Sci-fi has long had a strong libertarian bent. It didn’t start that way, as H.G. Wells was anything else. It also didn’t continue that way, with such popular socialistic masterpieces as Edward Bellamy’s “Looking Backward.” However, when the genre shifted from monster of the week and girls in gold bikini schlock to a serious interest in scientific reality, for whatever reason, the characters tended to be hard realists and rugged individualists with a distrust for the state (or whatever happened to be in authority). The quintessential representative of this school was Robert Heinlein.*

One might expect radicial visions of different social and political arrangments, and often changes in human nature itself, not to appeal to conservatives. But of course conservatives and libertarians are united by their hatred of socialists and meddlers of all varieties. So even if this isn’t what’s being talked about with the conservative movement in sci-fi, to a certain extent it’s always been there.

The libertarian trend never ended, but with the 60s came the popularity of the New Wave, which in addition to being less heroic and more cynical was also decidedly leftist, associated with the typical antiwar, anti-tradition, anti-Nixon, etc. stances. It is best exemplified by Philip K. Dick, though he was more interested in the non-linear, non-happy ending style of storytelling than politics (it seems to me). Given the “long march through the institutions,” former hippies have monopolized literary opinion, and of course this sort of thing has gotten all the respect (aside from the respect reserved for Heinlein, who is too large a figure to be denied). Ever subsequent movement, from cyberpunk on down, has been interpreted in its light. Nothing respectable could possibly be libertarian/conservative, and so nothing was. At least so far as we’re told.

But that’s just belly-aching on my part, I guess.
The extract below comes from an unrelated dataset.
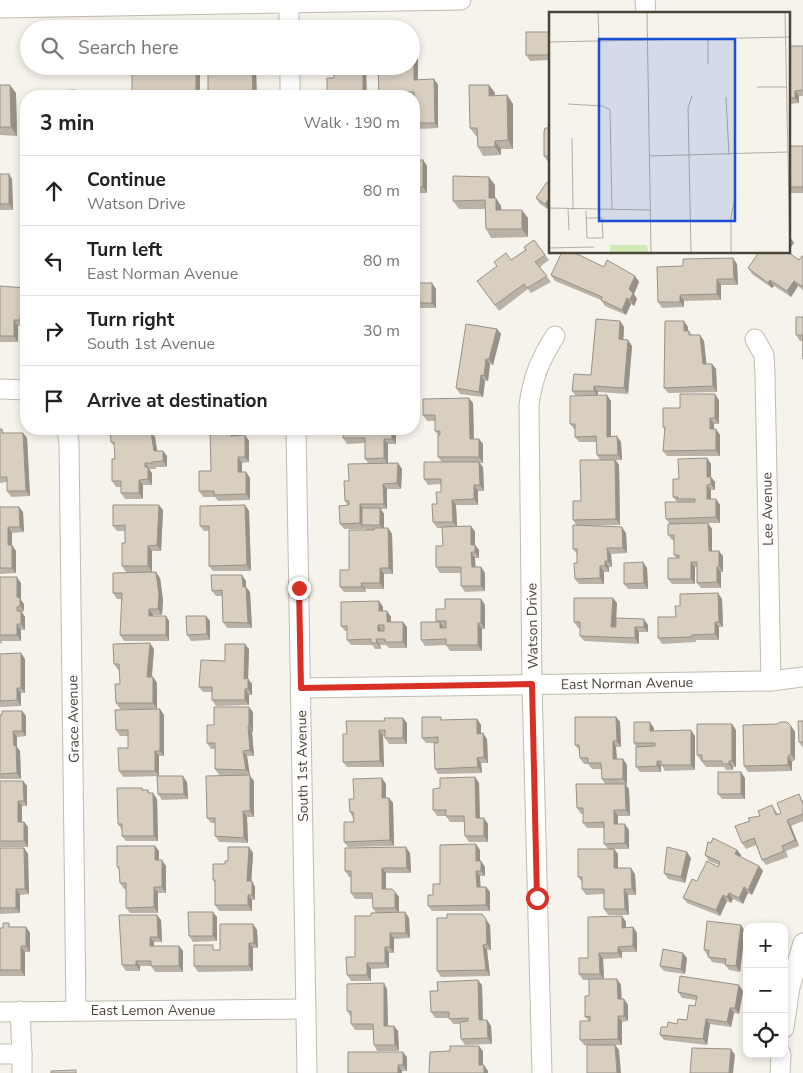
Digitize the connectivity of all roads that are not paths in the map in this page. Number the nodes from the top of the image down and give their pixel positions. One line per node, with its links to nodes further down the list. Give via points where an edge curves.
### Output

I’d just like it to be remembered that there was a time when sci-fi was considered rightwing, though one might seldom hear of it.

*See also Poul Anderson, L. Neil Smith, Vernor Vinge, Eric Frank Russell, Ken MacLeod, Victor Koman, Neal Stephenson, Ayn Rand (if you consider Atlas Shrugged sci-fi), Ray Bradbury (perhaps), Ursula K. LeGuin (?)

Plus, various dystopias written by people who may have been actual communists, but wrote things that appeal to conservatives/libertarians: Yevgeny Zamyatin, George Orwell, Aldous Huxley, etc.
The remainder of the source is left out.